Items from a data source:
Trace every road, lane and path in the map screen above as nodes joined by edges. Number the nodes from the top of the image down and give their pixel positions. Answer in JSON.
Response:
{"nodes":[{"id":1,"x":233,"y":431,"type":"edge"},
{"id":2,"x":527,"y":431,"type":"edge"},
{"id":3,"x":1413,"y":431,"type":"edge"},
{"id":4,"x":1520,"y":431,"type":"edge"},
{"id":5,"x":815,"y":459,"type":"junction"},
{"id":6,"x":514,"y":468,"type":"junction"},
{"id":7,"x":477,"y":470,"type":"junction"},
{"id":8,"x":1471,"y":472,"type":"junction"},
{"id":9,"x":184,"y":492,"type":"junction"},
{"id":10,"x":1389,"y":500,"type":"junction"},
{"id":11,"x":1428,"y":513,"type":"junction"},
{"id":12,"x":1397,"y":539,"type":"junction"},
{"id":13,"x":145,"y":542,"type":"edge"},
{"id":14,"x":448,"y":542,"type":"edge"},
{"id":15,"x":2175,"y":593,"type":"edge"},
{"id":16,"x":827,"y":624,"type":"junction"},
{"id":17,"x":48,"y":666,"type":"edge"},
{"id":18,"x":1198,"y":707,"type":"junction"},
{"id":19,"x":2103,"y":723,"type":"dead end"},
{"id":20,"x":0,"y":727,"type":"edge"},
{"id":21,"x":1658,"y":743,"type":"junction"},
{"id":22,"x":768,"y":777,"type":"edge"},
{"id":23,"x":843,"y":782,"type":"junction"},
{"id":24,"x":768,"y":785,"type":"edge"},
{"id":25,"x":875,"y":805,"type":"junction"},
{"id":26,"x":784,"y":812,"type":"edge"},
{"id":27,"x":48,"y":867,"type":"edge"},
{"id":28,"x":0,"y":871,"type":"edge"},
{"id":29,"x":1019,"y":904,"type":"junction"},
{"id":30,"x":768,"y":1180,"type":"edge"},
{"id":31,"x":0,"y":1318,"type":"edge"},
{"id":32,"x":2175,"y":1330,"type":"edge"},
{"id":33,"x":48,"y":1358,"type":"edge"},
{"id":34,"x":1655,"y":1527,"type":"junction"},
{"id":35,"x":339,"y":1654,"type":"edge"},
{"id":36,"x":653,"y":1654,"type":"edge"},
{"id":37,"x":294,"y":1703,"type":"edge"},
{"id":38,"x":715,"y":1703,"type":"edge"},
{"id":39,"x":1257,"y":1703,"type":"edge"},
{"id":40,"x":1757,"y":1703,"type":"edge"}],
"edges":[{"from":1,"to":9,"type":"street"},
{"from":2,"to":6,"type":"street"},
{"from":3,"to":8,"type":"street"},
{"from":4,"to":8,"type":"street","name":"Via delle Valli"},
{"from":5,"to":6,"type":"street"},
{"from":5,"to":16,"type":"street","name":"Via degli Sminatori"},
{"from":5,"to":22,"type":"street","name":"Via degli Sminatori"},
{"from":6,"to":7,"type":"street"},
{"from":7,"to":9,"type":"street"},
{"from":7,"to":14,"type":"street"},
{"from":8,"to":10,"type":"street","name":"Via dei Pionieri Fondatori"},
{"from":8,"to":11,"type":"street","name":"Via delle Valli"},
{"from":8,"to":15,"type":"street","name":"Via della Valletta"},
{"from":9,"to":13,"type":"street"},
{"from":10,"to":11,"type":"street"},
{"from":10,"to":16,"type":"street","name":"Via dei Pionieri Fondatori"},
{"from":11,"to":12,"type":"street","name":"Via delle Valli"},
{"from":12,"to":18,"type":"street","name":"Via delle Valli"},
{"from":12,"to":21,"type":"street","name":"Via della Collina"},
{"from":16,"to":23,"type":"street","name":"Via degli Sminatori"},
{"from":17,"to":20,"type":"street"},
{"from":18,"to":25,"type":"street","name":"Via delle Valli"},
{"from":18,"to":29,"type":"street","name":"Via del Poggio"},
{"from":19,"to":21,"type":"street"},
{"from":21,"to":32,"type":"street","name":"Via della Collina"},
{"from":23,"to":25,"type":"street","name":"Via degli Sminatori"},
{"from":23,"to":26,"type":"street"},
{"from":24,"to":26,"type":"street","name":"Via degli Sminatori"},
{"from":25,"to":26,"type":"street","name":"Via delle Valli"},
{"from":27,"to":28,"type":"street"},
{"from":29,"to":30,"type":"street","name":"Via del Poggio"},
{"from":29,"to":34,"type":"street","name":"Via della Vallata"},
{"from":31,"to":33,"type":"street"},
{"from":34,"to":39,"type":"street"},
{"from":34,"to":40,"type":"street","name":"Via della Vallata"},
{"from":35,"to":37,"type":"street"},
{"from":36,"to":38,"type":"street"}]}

ACTIVITY: If a line in the records contains the word "delle", copy it.

FINISHED TASK:
{"from":4,"to":8,"type":"street","name":"Via delle Valli"},
{"from":8,"to":11,"type":"street","name":"Via delle Valli"},
{"from":11,"to":12,"type":"street","name":"Via delle Valli"},
{"from":12,"to":18,"type":"street","name":"Via delle Valli"},
{"from":18,"to":25,"type":"street","name":"Via delle Valli"},
{"from":25,"to":26,"type":"street","name":"Via delle Valli"},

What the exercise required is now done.